(ENTRIES SHOWN Opens)

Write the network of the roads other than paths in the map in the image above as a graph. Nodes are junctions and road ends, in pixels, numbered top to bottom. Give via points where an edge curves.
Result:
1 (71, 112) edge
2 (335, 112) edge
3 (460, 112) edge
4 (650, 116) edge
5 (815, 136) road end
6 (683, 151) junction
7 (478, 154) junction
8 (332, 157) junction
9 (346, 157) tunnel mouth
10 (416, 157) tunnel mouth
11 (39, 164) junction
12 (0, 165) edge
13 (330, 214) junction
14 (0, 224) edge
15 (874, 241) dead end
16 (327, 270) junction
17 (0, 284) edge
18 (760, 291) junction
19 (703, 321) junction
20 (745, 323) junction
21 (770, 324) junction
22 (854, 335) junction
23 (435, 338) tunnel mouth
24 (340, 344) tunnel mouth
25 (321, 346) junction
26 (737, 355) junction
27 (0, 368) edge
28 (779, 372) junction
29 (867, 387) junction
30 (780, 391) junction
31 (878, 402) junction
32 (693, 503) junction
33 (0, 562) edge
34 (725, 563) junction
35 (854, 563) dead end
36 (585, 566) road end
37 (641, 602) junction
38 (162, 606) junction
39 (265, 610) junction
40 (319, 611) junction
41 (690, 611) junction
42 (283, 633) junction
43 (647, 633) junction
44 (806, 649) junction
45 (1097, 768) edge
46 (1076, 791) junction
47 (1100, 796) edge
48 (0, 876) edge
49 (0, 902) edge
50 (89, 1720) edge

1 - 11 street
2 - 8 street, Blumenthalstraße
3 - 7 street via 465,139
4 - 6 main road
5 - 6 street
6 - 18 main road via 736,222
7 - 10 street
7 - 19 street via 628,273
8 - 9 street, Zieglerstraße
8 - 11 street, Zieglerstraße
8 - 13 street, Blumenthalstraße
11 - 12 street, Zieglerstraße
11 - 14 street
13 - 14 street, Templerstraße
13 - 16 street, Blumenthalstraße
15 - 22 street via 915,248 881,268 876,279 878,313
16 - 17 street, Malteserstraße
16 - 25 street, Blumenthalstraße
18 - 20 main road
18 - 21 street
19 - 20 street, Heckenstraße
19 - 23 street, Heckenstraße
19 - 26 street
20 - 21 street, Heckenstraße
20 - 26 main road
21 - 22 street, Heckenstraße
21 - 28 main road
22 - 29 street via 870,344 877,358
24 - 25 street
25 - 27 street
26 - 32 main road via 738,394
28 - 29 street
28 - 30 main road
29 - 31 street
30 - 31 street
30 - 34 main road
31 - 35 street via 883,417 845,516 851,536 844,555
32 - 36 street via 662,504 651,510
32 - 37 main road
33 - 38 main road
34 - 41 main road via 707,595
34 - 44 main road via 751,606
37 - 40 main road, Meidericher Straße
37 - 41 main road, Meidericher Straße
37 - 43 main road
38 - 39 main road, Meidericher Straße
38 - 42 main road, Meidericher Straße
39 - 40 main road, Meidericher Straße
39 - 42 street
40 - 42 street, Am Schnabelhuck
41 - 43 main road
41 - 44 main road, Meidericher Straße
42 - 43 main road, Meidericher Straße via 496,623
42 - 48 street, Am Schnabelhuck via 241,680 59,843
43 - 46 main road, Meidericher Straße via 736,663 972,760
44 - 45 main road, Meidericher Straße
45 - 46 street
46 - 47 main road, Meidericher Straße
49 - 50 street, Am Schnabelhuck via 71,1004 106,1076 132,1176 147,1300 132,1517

(ENTRIES SHOWN Closes)

WORK REQUIRED
Counting only lines that hold the word "tunnel", state how many there are in the data. Write the number alone.

OUTPUT FOR THIS TASK
4